During a public meeting scheduled for 9:30 a.m. Thursday, Oct. 18, in the Duluth City Council Chambers, the Minnesota Public Utilities Commission is expected to decide whether Minnesota Power's proposed $700 million Nemadji Trail Energy Center natural gas plant is needed or in the public interest.

The Duluth-based company wants to build the $700 million plant with Dairyland Power Cooperative on a plot of land between Enbridge Energy's Superior Terminal and the Nemadji River.

Minnesota Power argues the project would support its expanding solar and wind energy production because it would provide a reliable backup source "when the wind isn't blowing and sun isn't shining."

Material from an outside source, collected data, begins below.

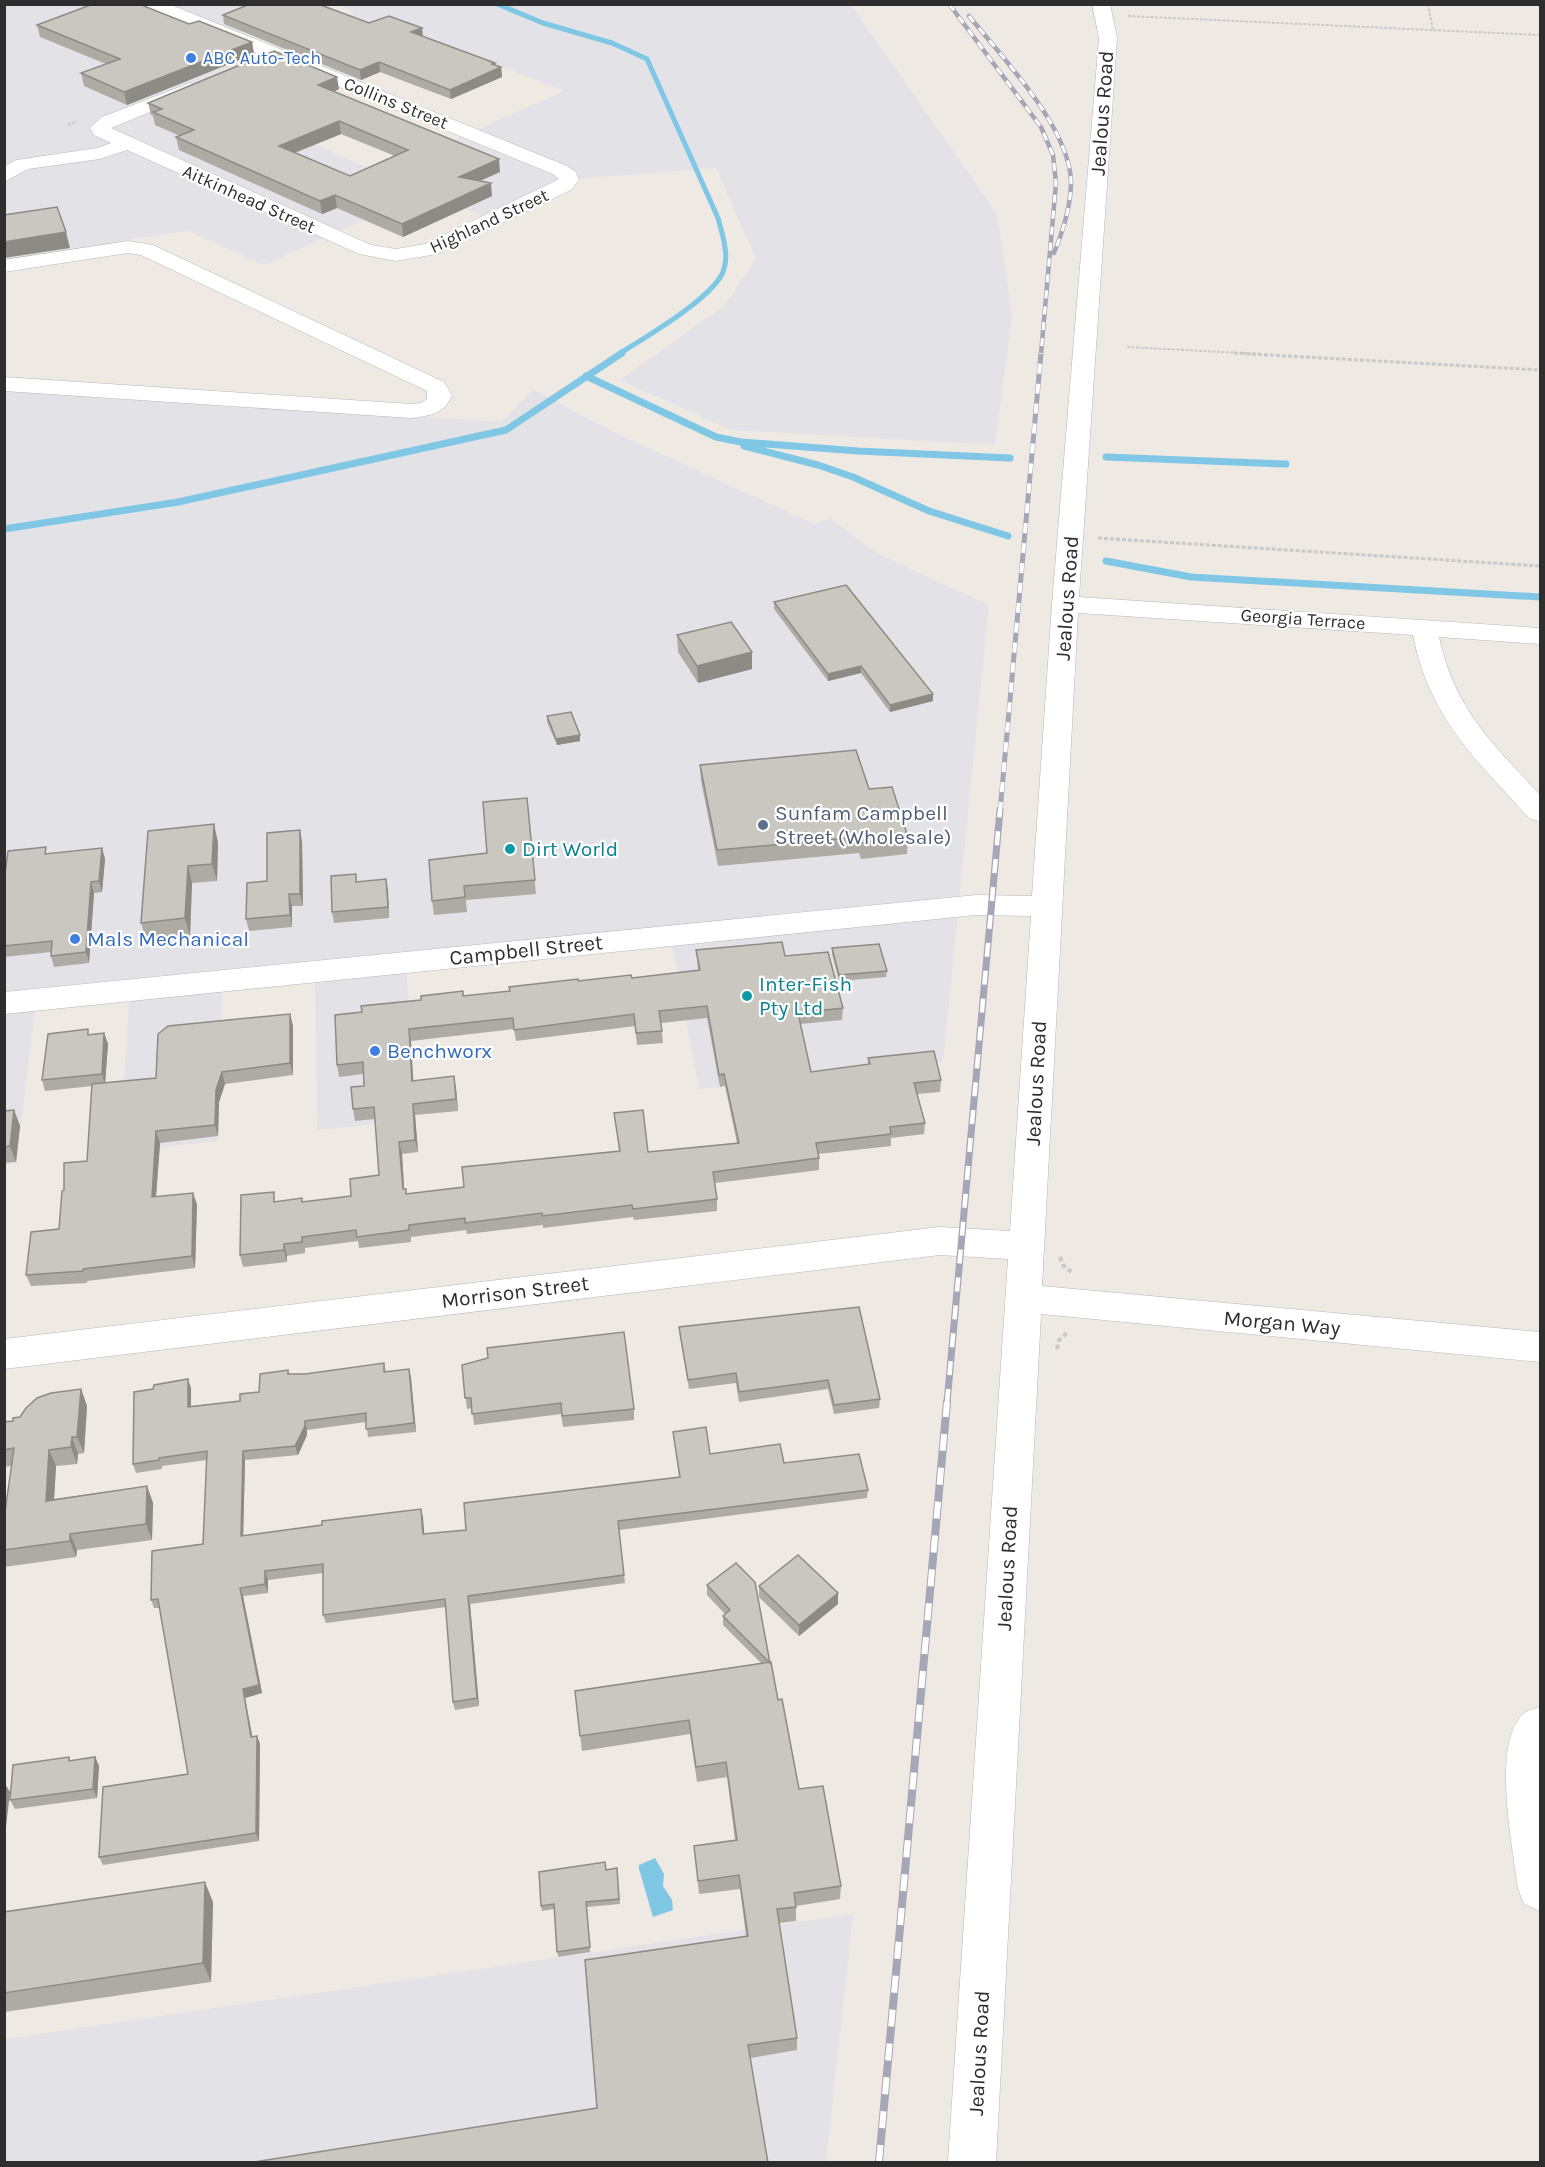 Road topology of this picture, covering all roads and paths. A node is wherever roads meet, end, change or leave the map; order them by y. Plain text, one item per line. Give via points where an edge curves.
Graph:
1 (152, 4) edge
2 (1428, 4) edge
3 (1104, 9) edge
4 (1433, 31) junction
5 (1540, 35) edge
6 (277, 54) junction
7 (255, 63) edge
8 (202, 84) edge
9 (126, 144) junction
10 (4, 176) edge
11 (569, 180) joint
12 (404, 254) joint
13 (4, 266) edge
14 (1127, 347) dead end
15 (1540, 370) edge
16 (4, 384) edge
17 (1071, 536) junction
18 (1540, 566) edge
19 (1065, 604) junction
20 (1424, 627) junction
21 (1540, 636) edge
22 (1540, 812) edge
23 (1047, 907) junction
24 (4, 1003) edge
25 (1027, 1246) junction
26 (1024, 1298) junction
27 (1073, 1330) dead end
28 (1540, 1347) edge
29 (4, 1354) edge
30 (1056, 1360) dead end
31 (1540, 1726) edge
32 (1540, 1889) edge
33 (972, 2163) edge

1 - 6 street, Collins Street
2 - 4 path
3 - 4 path
3 - 17 street, Jealous Road via 1108,38
4 - 5 path
6 - 7 street
6 - 11 street, Collins Street via 560,170
8 - 9 street, Aitkinhead Street via 109,120 100,128 104,134
9 - 10 street via 100,153 23,164
9 - 12 street, Aitkinhead Street via 352,245 378,253
11 - 12 street, Highland Street via 564,186 430,250
13 - 16 street via 128,247 146,249 435,387 440,395 431,407 411,411
14 - 15 path
17 - 18 path
17 - 19 street, Jealous Road
19 - 20 street, Georgia Terrace
19 - 23 street, Jealous Road
20 - 21 street, Georgia Terrace
20 - 22 street via 1438,681 1453,708
23 - 24 street, Campbell Street via 976,904
23 - 25 street, Jealous Road
25 - 26 street, Jealous Road
25 - 29 street, Morrison Street via 940,1241
26 - 28 street, Morgan Way
26 - 33 street, Jealous Road
27 - 30 path via 1059,1340
31 - 32 street via 1528,1747 1526,1769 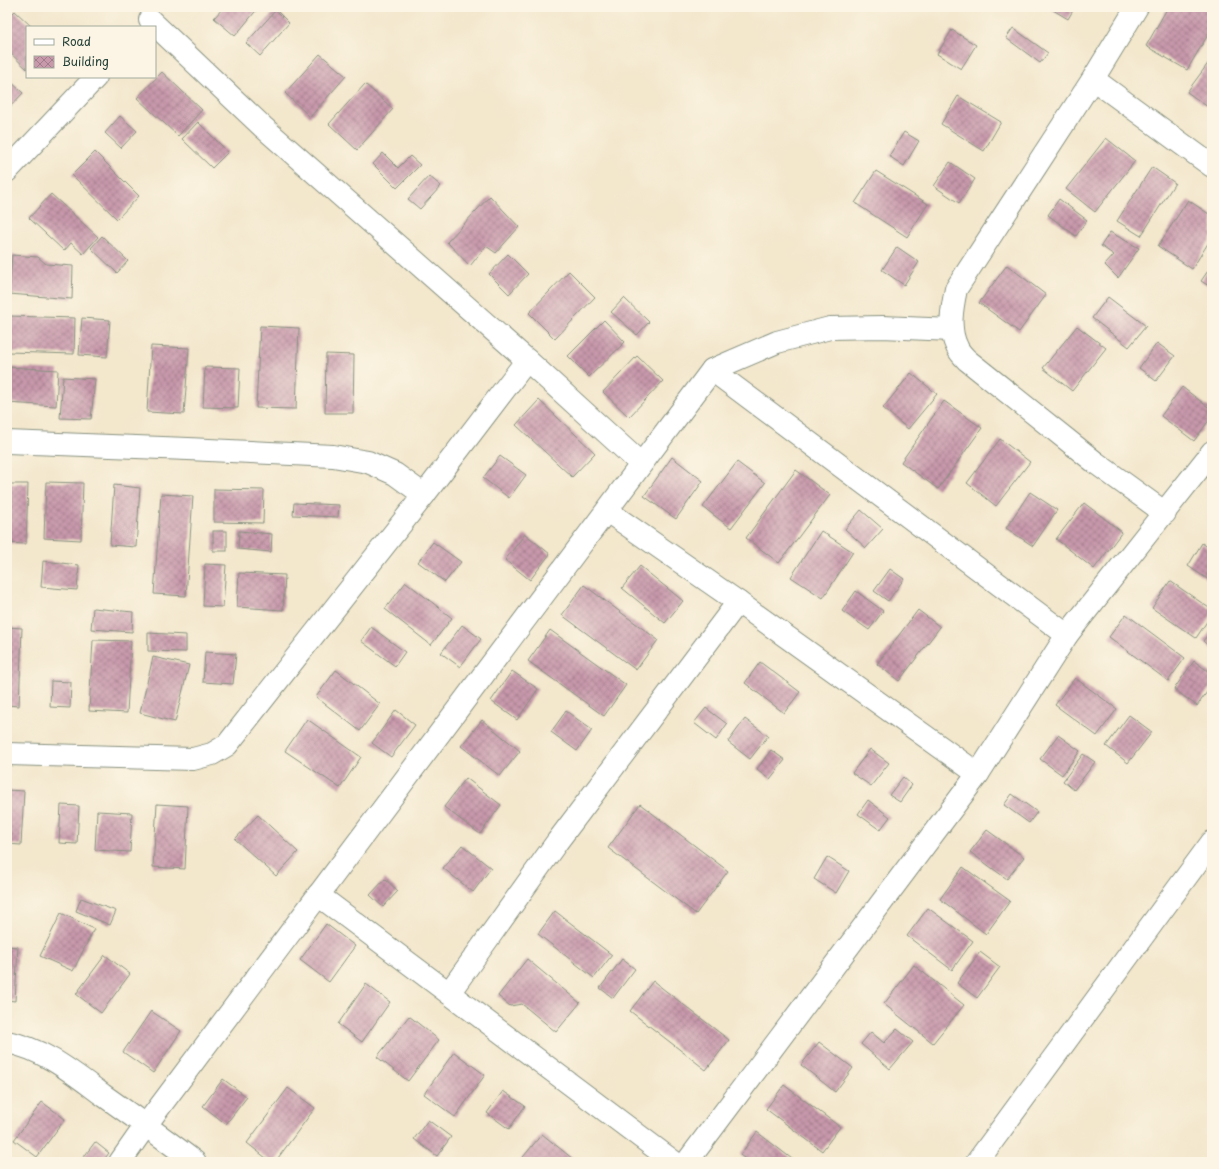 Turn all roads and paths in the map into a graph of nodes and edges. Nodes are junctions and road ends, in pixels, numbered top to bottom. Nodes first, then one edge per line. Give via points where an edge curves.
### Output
1 (1137, 7) edge
2 (152, 18) edge
3 (95, 78) edge
4 (1093, 79) junction
5 (1212, 166) edge
6 (7, 171) edge
7 (952, 330) junction
8 (527, 360) junction
9 (712, 370) junction
10 (7, 442) edge
11 (1212, 452) edge
12 (641, 464) junction
13 (424, 495) junction
14 (607, 511) junction
15 (1165, 513) junction
16 (738, 602) junction
17 (1068, 635) junction
18 (7, 754) edge
19 (978, 774) junction
20 (1212, 842) edge
21 (318, 895) junction
22 (449, 993) junction
23 (7, 1042) edge
24 (146, 1125) junction
25 (120, 1162) edge
26 (195, 1162) edge
27 (674, 1162) edge
28 (687, 1162) edge
29 (976, 1162) edge

1 - 4 street
2 - 8 street via 263,127
3 - 6 street
4 - 5 street
4 - 7 street via 956,289 952,309
7 - 9 street via 830,328 777,342
7 - 15 street via 957,348 966,360 1096,463
8 - 12 street
8 - 13 street
9 - 12 street
9 - 17 street
10 - 13 street via 333,456 368,462 394,474
11 - 15 street
12 - 14 street
13 - 18 street via 227,745 212,754 193,759
14 - 16 street
14 - 21 street
15 - 17 street
16 - 19 street
16 - 22 street via 557,842
17 - 19 street
19 - 28 street
20 - 29 street
21 - 22 street
21 - 24 street
22 - 27 street
23 - 24 street via 20,1044 53,1059
24 - 25 street
24 - 26 street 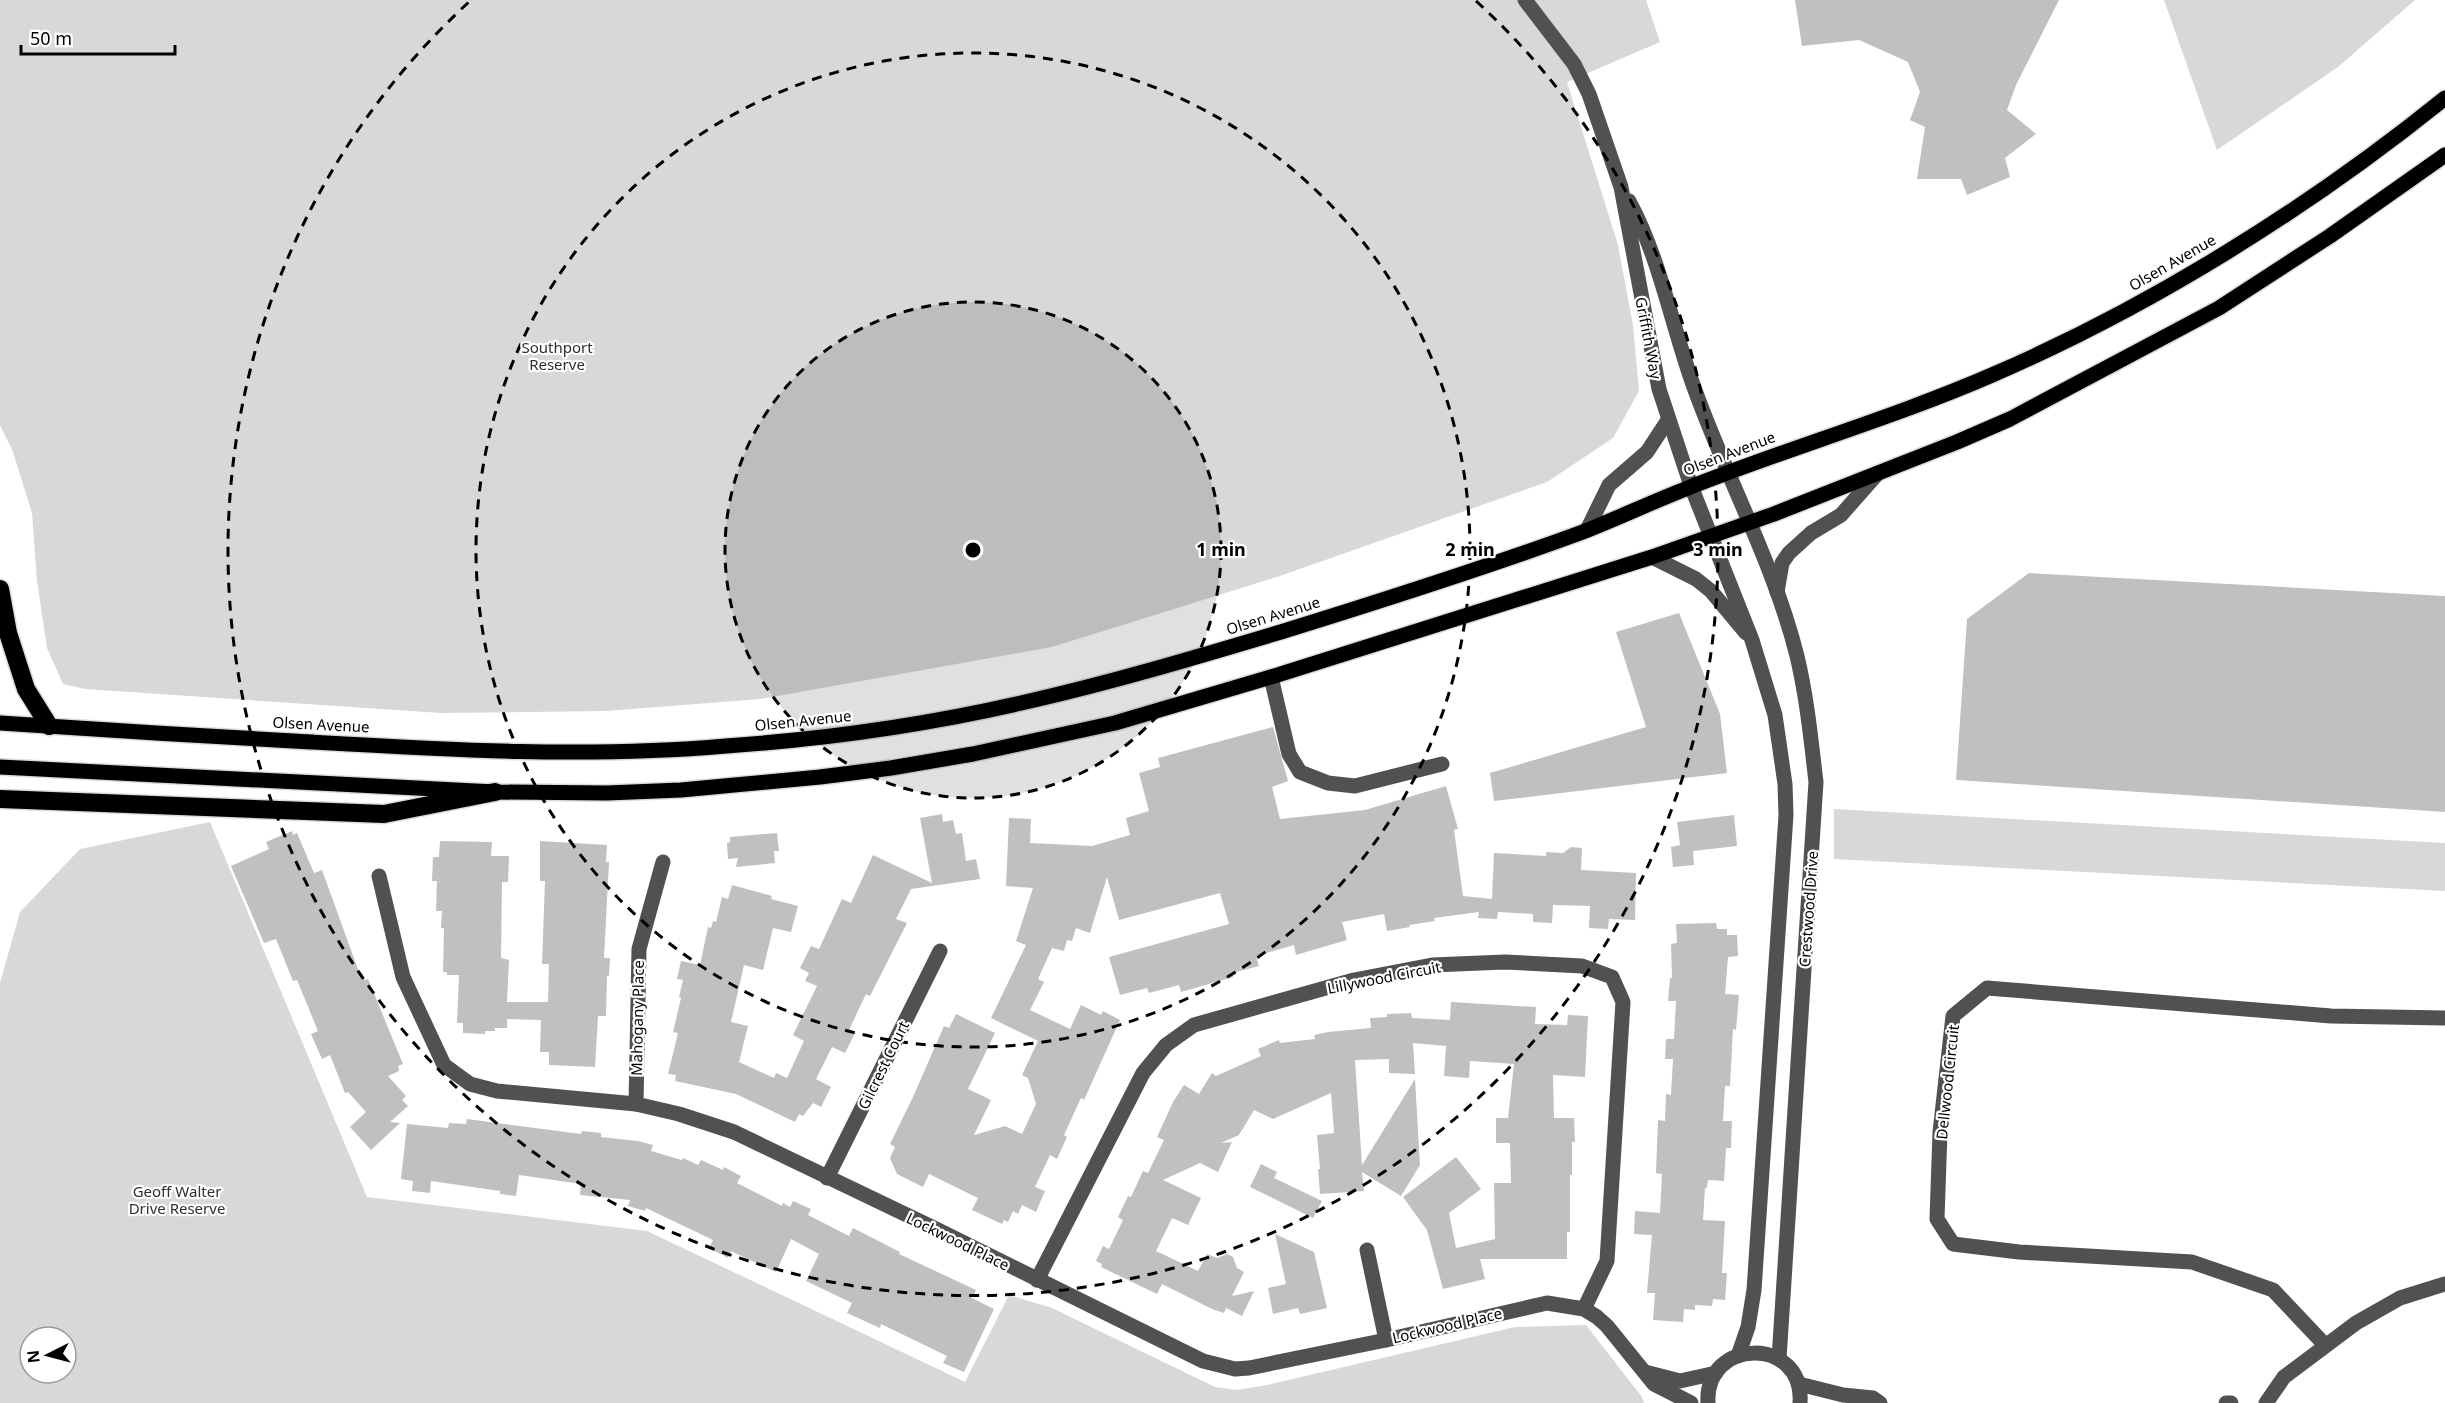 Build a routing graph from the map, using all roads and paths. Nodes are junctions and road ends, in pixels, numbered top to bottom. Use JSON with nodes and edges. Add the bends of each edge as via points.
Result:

Opponents disagree. As a decision looms, opponents of the natural gas plant gathered in a conference room in downtown Duluth's Ordean Building on Monday morning to make their case to local media that natural gas isn't a clean or renewable energy and the plant's construction would raise Minnesota Power customers' rates.

Courtney Cochran of the Sierra Club said the PUC should deny the proposal.

"This gas plant has been found that it is not needed, that it is bad for customers and could lead to rate hikes and that it is bad for the environment ... we support the strong, unbiased recommendations of the administrative law judge to deny this gas plant proposal," she said.

In July, Administrative Law Judge Jeanne M. Cochran said the project is not needed or in the public interest, and should be rejected by the PUC.

"Minnesota Power has failed to establish that approval of these affiliated interest agreements is consistent with the public interest because it has failed to demonstrate that the underlying 250 (megawatt) NTEC purchase is needed and reasonable," Cochran wrote in her non-binding recommendation.

Minnesota Power set a goal of reaching 44 percent renewable energy by 2025. The company is currently at 30 percent renewable energy.

"It really is going to position our customers and our resources to be more beneficial to our customers," said Jule Pierce, vice president of strategy and planning at Minnesota Power.

Although an exact rate increase for customers is not known, Pierce said that if the the plant was built today, it would result in a 2 percent rate increase for users.

Minnesota Power hopes to have the plant operational in 2025.

For an average monthly Minnesota Power bill of $87, that's about $1.74, Minnesota Power spokesperson Amy Rutledge explained.

In March, 11 Northland mining, paper and energy companies, which consume two-thirds of Minnesota Power's electricity, voiced opposition to the proposed plant because, in part, the companies argued there are cheaper ways of ensuring reliable energy.

If approved by the PUC, Minnesota Power would then move through the permitting processes and a similar regulatory process in Wisconsin, Pierce said.

If denied, Pierce said, "We'll need to go back and look at how else we can meet that (energy) need."

Superior Mayor Jim Paine has long supported the project, citing its ability to create jobs improve the tax base and generate nearly $1 million in annual stormwater fees.

Meanwhile, two Duluth city councilors, Joel Sipress and Em Westerlund, have filed letters with the PUC opposing the project.